两端逼近， 找到他们两端的所记录到的最大值， 并计算存储的水量

Keep track of the maximum height from both forward directions backward directions, call them leftmax and rightmax.

public int trap(int[] A){
    int a=0;
    int b=A.length-1;
    int max=0;
    int leftmax=0;
    int rightmax=0;
    while(a<=b){
        leftmax=Math.max(leftmax,A[a]);
        rightmax=Math.max(rightmax,A[b]);
        if(leftmax<rightmax){
            max+=(leftmax-A[a]);       // leftmax is smaller than rightmax, so the (leftmax-A[a]) water can be stored
            a++;
        }
        else{
            max+=(rightmax-A[b]);
            b--;
        }
    }
    return max;
}

4.2 demo2

Keep track of the already safe level and the total water so far. In each step, process and discard the lower one of the leftmost or rightmost elevation.

C

Changing the given parameters to discard the lower border. I'm quite fond of this one.

int trap(int* height, int n) {
    int level = 0, water = 0;
    while (n--) {
        int lower = *height < height[n] ? *height++ : height[n];
        if (lower > level) level = lower;
        water += level - lower;
    }
    return water;
}
Slight variation with two pointers (left and right).

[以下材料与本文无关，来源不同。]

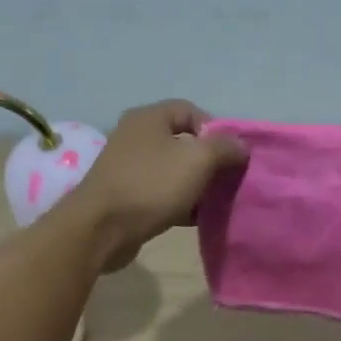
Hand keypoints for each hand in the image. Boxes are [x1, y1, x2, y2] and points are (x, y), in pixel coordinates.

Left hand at [63, 100, 247, 271]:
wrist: (101, 229)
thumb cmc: (151, 185)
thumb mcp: (197, 160)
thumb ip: (224, 148)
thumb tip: (240, 145)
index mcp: (149, 118)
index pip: (190, 110)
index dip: (216, 129)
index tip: (231, 155)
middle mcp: (135, 136)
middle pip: (182, 141)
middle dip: (208, 160)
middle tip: (227, 179)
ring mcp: (127, 167)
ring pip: (172, 170)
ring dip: (195, 184)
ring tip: (215, 201)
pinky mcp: (125, 196)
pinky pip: (160, 193)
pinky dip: (179, 202)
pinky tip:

int trap(int* height, int n) {
    int *L = height, *R = L+n-1, level = 0, water = 0;
    while (L < R) {
        int lower = *L < *R ? *L++ : *R--;
        if (lower > level) level = lower;
        water += level - lower;
    }
    return water;
}
C++

With left and right index.

int trap(vector<int>& height) {
    int l = 0, r = height.size()-1, level = 0, water = 0;
    while (l < r) {
        int lower = height[height[l] < height[r] ? l++ : r--];
        level = max(level, lower);
        water += level - lower;
    }
    return water;
}
With left and right iterator.

int trap(vector<int>& height) {
    auto l = height.begin(), r = height.end() - 1;
    int level = 0, water = 0;
    while (l != r + 1) {
        int lower = *l < *r ? *l++ : *r--;
        level = max(level, lower);
        water += level - lower;
    }
    return water;
}